■ Extracted information:
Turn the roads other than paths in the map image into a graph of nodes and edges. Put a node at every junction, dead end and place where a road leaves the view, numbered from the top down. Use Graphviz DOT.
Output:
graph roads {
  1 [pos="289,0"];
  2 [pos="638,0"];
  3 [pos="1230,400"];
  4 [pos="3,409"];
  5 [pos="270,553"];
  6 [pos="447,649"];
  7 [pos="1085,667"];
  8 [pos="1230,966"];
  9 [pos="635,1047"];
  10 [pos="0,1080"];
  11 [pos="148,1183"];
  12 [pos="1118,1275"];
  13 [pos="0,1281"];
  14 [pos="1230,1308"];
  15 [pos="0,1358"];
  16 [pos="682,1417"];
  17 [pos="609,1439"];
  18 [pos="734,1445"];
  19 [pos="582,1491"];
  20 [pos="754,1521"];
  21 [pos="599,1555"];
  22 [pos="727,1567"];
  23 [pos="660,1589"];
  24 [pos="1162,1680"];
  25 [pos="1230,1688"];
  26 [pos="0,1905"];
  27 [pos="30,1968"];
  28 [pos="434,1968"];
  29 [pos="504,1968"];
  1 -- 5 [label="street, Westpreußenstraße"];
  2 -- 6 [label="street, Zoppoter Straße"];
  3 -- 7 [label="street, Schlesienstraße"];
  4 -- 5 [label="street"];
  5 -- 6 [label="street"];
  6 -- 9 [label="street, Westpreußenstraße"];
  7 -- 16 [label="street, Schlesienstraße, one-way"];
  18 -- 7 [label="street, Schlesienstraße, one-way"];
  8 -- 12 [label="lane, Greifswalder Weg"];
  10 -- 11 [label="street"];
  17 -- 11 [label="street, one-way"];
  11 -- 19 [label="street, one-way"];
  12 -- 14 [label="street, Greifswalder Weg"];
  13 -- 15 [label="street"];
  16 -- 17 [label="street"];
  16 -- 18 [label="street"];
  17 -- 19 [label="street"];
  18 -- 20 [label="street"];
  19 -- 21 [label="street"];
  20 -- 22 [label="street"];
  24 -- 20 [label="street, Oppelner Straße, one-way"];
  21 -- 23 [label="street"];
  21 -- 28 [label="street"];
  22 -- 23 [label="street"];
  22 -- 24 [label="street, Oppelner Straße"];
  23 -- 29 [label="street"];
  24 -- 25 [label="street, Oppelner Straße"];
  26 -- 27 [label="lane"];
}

■ Assignment:
From the material above, copy out every line bearing the string "Schlesienstraße".

■ Expected answer:
  3 -- 7 [label="street, Schlesienstraße"];
  7 -- 16 [label="street, Schlesienstraße, one-way"];
  18 -- 7 [label="street, Schlesienstraße, one-way"];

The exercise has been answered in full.